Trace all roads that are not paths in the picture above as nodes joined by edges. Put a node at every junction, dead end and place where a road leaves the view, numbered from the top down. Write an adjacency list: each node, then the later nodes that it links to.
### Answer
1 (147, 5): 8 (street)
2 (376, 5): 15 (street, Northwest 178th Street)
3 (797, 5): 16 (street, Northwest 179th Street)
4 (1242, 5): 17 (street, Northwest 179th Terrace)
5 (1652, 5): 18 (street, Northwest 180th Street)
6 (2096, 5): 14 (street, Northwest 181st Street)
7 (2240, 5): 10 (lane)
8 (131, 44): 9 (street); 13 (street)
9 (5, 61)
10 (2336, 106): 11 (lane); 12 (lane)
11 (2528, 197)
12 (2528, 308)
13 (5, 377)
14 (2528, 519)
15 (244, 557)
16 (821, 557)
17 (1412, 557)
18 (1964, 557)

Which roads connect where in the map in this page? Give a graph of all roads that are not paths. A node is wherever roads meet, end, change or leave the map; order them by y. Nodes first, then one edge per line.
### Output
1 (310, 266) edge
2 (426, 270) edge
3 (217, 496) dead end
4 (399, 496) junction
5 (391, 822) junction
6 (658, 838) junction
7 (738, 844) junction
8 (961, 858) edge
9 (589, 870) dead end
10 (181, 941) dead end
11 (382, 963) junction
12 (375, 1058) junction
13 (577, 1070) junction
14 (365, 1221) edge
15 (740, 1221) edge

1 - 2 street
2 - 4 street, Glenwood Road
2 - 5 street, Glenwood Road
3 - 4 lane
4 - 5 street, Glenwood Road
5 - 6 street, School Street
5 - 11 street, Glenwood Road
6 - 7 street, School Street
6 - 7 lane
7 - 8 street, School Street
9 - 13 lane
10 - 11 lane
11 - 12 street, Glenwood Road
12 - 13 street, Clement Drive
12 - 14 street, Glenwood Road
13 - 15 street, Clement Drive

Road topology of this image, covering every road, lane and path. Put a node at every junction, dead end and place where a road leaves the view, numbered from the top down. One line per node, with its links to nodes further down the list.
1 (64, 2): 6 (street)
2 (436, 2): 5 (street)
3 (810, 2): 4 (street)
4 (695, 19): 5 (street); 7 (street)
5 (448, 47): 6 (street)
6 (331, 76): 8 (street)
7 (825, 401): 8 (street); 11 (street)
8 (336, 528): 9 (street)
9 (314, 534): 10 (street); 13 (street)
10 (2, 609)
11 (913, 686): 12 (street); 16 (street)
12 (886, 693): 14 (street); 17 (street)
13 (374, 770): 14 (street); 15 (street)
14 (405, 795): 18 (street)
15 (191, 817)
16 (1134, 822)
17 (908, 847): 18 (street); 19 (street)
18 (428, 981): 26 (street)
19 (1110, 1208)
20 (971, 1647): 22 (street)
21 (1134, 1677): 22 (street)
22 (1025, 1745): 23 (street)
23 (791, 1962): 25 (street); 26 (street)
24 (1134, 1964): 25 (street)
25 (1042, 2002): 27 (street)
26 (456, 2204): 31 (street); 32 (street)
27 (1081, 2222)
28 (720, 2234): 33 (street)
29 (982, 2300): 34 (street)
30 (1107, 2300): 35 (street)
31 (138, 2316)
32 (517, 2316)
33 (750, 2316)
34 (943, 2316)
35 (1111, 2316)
***
* Instructions for the task:
Reproduce the data above in full. Leave nothing out.

* Answer box:
Trace all roads that are not paths in the picture above as nodes joined by edges. Put a node at every junction, dead end and place where a road leaves the view, numbered from the top down. Write an adjacency list: each node, then the later nodes that it links to.
### Answer
1 (147, 5): 8 (street)
2 (376, 5): 15 (street, Northwest 178th Street)
3 (797, 5): 16 (street, Northwest 179th Street)
4 (1242, 5): 17 (street, Northwest 179th Terrace)
5 (1652, 5): 18 (street, Northwest 180th Street)
6 (2096, 5): 14 (street, Northwest 181st Street)
7 (2240, 5): 10 (lane)
8 (131, 44): 9 (street); 13 (street)
9 (5, 61)
10 (2336, 106): 11 (lane); 12 (lane)
11 (2528, 197)
12 (2528, 308)
13 (5, 377)
14 (2528, 519)
15 (244, 557)
16 (821, 557)
17 (1412, 557)
18 (1964, 557)

Which roads connect where in the map in this page? Give a graph of all roads that are not paths. A node is wherever roads meet, end, change or leave the map; order them by y. Nodes first, then one edge per line.
### Output
1 (310, 266) edge
2 (426, 270) edge
3 (217, 496) dead end
4 (399, 496) junction
5 (391, 822) junction
6 (658, 838) junction
7 (738, 844) junction
8 (961, 858) edge
9 (589, 870) dead end
10 (181, 941) dead end
11 (382, 963) junction
12 (375, 1058) junction
13 (577, 1070) junction
14 (365, 1221) edge
15 (740, 1221) edge

1 - 2 street
2 - 4 street, Glenwood Road
2 - 5 street, Glenwood Road
3 - 4 lane
4 - 5 street, Glenwood Road
5 - 6 street, School Street
5 - 11 street, Glenwood Road
6 - 7 street, School Street
6 - 7 lane
7 - 8 street, School Street
9 - 13 lane
10 - 11 lane
11 - 12 street, Glenwood Road
12 - 13 street, Clement Drive
12 - 14 street, Glenwood Road
13 - 15 street, Clement Drive

Road topology of this image, covering every road, lane and path. Put a node at every junction, dead end and place where a road leaves the view, numbered from the top down. One line per node, with its links to nodes further down the list.
1 (64, 2): 6 (street)
2 (436, 2): 5 (street)
3 (810, 2): 4 (street)
4 (695, 19): 5 (street); 7 (street)
5 (448, 47): 6 (street)
6 (331, 76): 8 (street)
7 (825, 401): 8 (street); 11 (street)
8 (336, 528): 9 (street)
9 (314, 534): 10 (street); 13 (street)
10 (2, 609)
11 (913, 686): 12 (street); 16 (street)
12 (886, 693): 14 (street); 17 (street)
13 (374, 770): 14 (street); 15 (street)
14 (405, 795): 18 (street)
15 (191, 817)
16 (1134, 822)
17 (908, 847): 18 (street); 19 (street)
18 (428, 981): 26 (street)
19 (1110, 1208)
20 (971, 1647): 22 (street)
21 (1134, 1677): 22 (street)
22 (1025, 1745): 23 (street)
23 (791, 1962): 25 (street); 26 (street)
24 (1134, 1964): 25 (street)
25 (1042, 2002): 27 (street)
26 (456, 2204): 31 (street); 32 (street)
27 (1081, 2222)
28 (720, 2234): 33 (street)
29 (982, 2300): 34 (street)
30 (1107, 2300): 35 (street)
31 (138, 2316)
32 (517, 2316)
33 (750, 2316)
34 (943, 2316)
35 (1111, 2316)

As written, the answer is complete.